Einst zählt' ich zu der Gäa rauh'sten Söhnen,
Wie Enceladus, wie Aegäon, und der Hundertarmige,
War der Titanen einer, nannt mich Adamastor,
Bekriegte den, des Hand die Blitze hält Vulkans;
Doch türmt ich Felsen nicht auf Felsenberge,
Ich nahm für mich das Reich des Ozeans,
Ich wurde der Herrn des Meeres einer, zog aus,
Mich mit des Neptunus Heer zu messen.

   Das uralte Wesen erzählt nun, wie es einst in Liebe zu Thetis, der Tochter des Meergottes Nereus, entbrannte, und wie diese ihn im Rausch seiner Leidenschaft an ihrer statt ein felsiges Waldgebirge umarmen ließ. Zu dieser maßlosen Schmach gesellte sich dann ein weiteres Mißgeschick: Die Himmelsgötter besiegten das erdgeborene Titanengeschlecht im Krieg, und mit den anderen Titanen zusammen wurde auch Adamastor gebannt:

Zu harter Erde werden Fleisch und Sehnen,
Der Knochenbau erstarrt zum Felsenstück,
Ich fühle die Gestalt sich riesig dehnen,
Vor der die Flut weicht mehr und mehr zurück;
Des Riesen Glieder, die zum Himmel gähnen,
Zeigt Götterwille als dies ferne Kap dem Blick,
Und daß ich größre Qual noch soll ertragen,
Umspülen auch in diesem Meer mich Thetis' Wogen.

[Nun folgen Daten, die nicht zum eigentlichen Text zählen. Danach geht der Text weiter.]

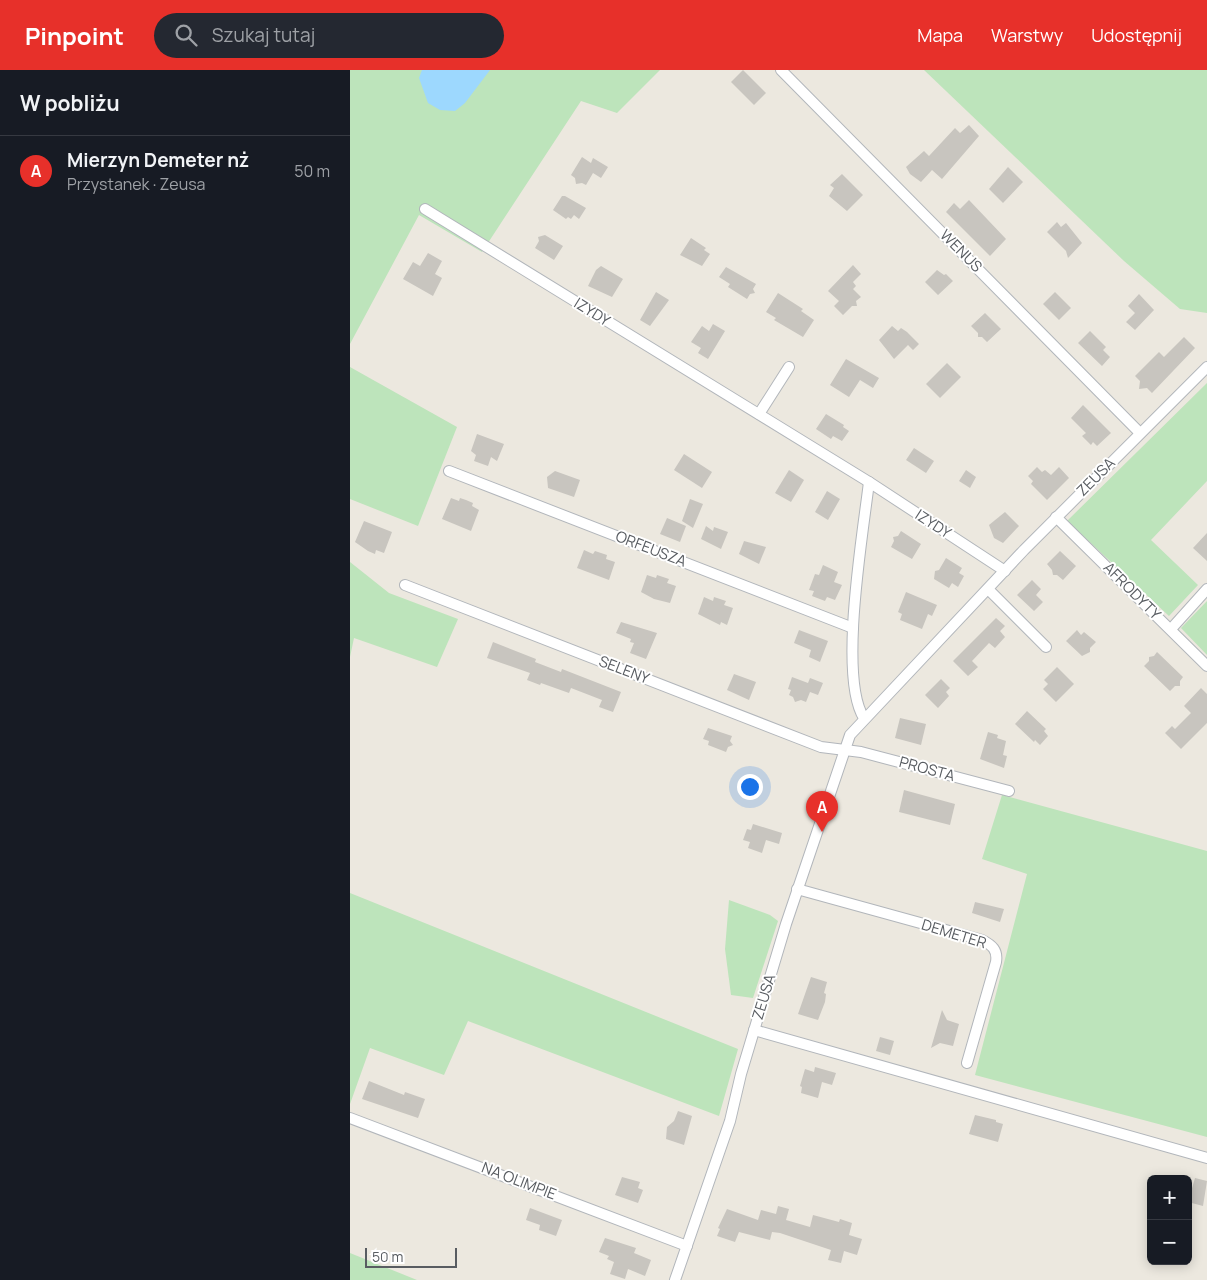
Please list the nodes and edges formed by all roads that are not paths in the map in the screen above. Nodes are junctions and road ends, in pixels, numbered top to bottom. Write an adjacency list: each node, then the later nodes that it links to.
1 (781, 70): 6 (street, WENUS)
2 (425, 209): 5 (street, IZYDY)
3 (789, 367): 5 (street)
4 (1207, 367): 6 (street, ZEUSA)
5 (759, 414): 8 (street, IZYDY)
6 (1140, 433): 9 (street, ZEUSA)
7 (449, 471): 14 (street, ORFEUSZA)
8 (869, 482): 10 (street, IZYDY); 14 (street)
9 (1056, 517): 10 (street, ZEUSA); 15 (street, AFRODYTY)
10 (1005, 570): 12 (street, ZEUSA)
11 (405, 585): 19 (street, SELENY)
12 (988, 589): 16 (street); 18 (street, ZEUSA)
13 (1207, 589): 15 (street)
14 (853, 628): 18 (street)
15 (1171, 629): 17 (street, AFRODYTY)
16 (1046, 647)
17 (1207, 666)
18 (864, 718): 19 (street, ZEUSA)
19 (843, 750): 20 (street, PROSTA); 21 (street, ZEUSA)
20 (1009, 791)
21 (797, 889): 22 (street, ZEUSA); 23 (street, DEMETER)
22 (754, 1030): 25 (street); 26 (street, ZEUSA)
23 (967, 1063)
24 (350, 1118): 26 (street, NA OLIMPIE)
25 (1207, 1158)
26 (687, 1246): 27 (street, ZEUSA)
27 (675, 1280)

So sprach er, und dem schwarzen Schlund entrangen
Sich Seufzer schwer, als er dem Blick entschwand,
Der Wolke Schwarz zerfloß, und rauschend klangen
Die blauen Fluten, treibend nach dem Strand;
Da hob ich meine Hände im Gebet empor,
Zu der Engel, die uns hierher führten, heil'gem Chor
Und betete zu Gott, er möge von uns wenden,
Was Adamastor uns als Zukunft mußte senden.